If you choose to mail a written protest, you may elect to complete the protest form located on the Notice of Valuation. To preserve the right to protest, the real property protest must be postmarked not later than June 1. If June 1 falls on a Saturday, Sunday, or legal holiday, the protest is deemed to have been timely if postmarked on the next business day. If you don’t have a Notice of Value, an appeal form may be accessed by clicking this link Appeal Form
A written protest may also be faxed to our office. Use the protest form located on your Notice of Valuation, complete, sign and fax to 303-479-9751. To preserve your right to protest, your faxed protest must be received in our office no later than midnight on June 1. If you are faxing your protest on June 1, be sure to allow enough time in the event that others are also faxing their protests at the last minute. We will not accept any protest time-stamped after midnight on that date. If you don’t have a Notice of Value, an appeal form may be accessed by clicking this link Appeal Form.
If you wish to protest in person, please call the Assessor’s office at 303-660-7450 to set an appointment. While we make every effort to accommodate walk-in appointments, we have a limited staff and cannot guarantee that an appraiser will be able to see you quickly without an appointment. We recommend that you make your appointment early in the protest period to avoid crowds at the end of the month. Written protests may be presented in person no later than 5:00 p.m. on June 1. If you don’t have a Notice of Value, an appeal form may be accessed by clicking this link Appeal Form.
The appraiser conducting your meeting will review your property record with you, and will accept any information you have gathered. The appraiser will not commit to a change in value at this meeting, even though you may have uncovered an error or the assessment appears to be inequitable.
For more information view the Protest/Appeals Calendar
PERSONAL PROPERTY PROTESTS
Personal property Notices of Valuation are mailed no later than June 15. The Assessor conducts hearings on personal property valuation protests beginning June 15 and continuing through June 30. Protest procedures are identical to procedures for real property protests, although the dates are different. Written personal property protests must be postmarked on or before June 30. Hand delivered written protests will be accepted through 5 p.m., June 30 and faxed personal property protests will be accepted if date-stamped before midnight June 30.
The Assessor must make a decision and mail a Notice of Determination (NOD) to you before the last regular working day in August (the last working day in June during non-reappraisal years).
APPEALING THE ASSESSOR’S DECISION
If you disagree with the Assessor’s determination, you can file a written appeal with the County Board of Equalization (CBOE) on or before September 15 (during non-reappraisal years the deadline is July 15) for real or personal property.
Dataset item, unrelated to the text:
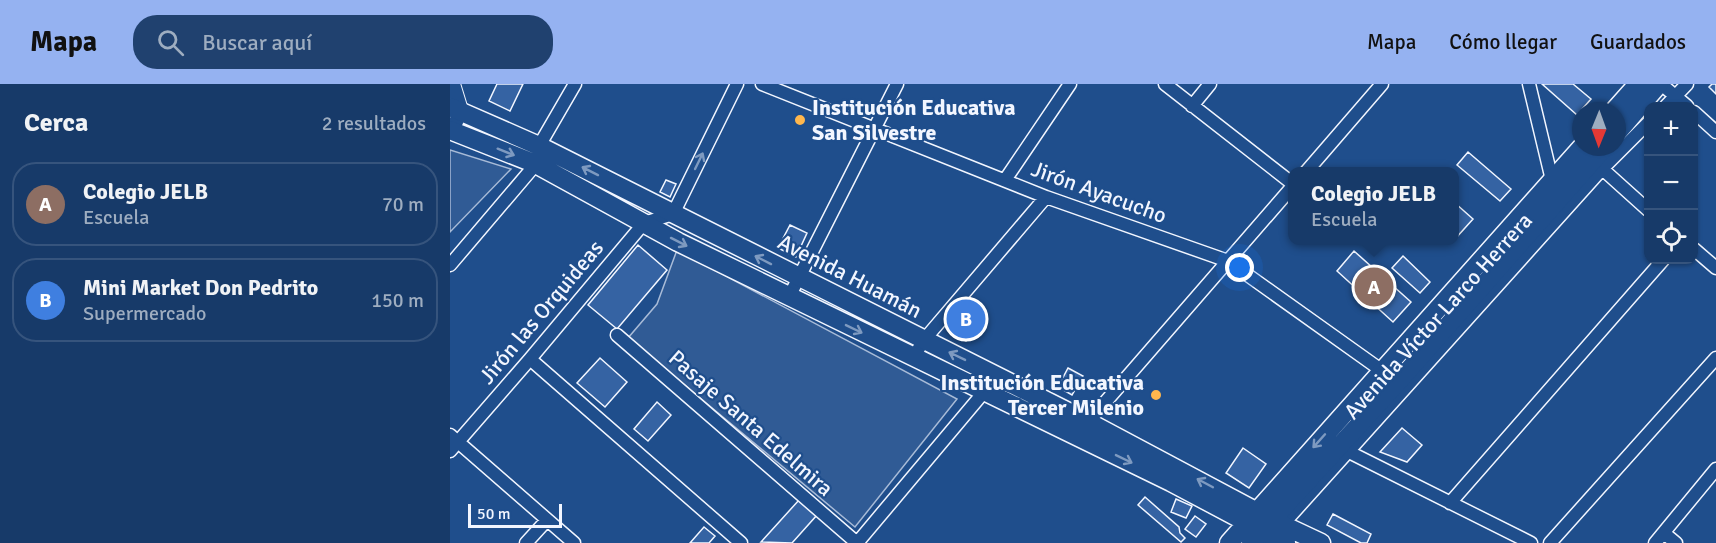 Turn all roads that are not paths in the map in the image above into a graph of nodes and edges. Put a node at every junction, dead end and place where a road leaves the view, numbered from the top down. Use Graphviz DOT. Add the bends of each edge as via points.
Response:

The CBOE schedules and completes their hearings before November 1 (August 5 in non-reappraisal years). The board must notify you in writing within five business days after their decision is made.
If you are satisfied with the CBOE decision, the process ends there.
If not there are three options:
- Go to binding Arbitration,
- Appeal to the Board of Assessment Appeals (BAA), or
- Go to District Court
You must appeal within 30 days of the CBOE decision.
If you choose Arbitration after the CBOE decision, the decision reached at Arbitration is final and not subject to review.
If you are satisfied with the decision rendered by either the BAA or District Court, the process ends there. If, however, the decision rendered by either the BAA or District Court is unsatisfactory, you may then appeal to the Court of Appeals within 30 days of the BAA decision or 45 days of a District Court decision. The only appeal beyond that is to the Colorado Supreme Court.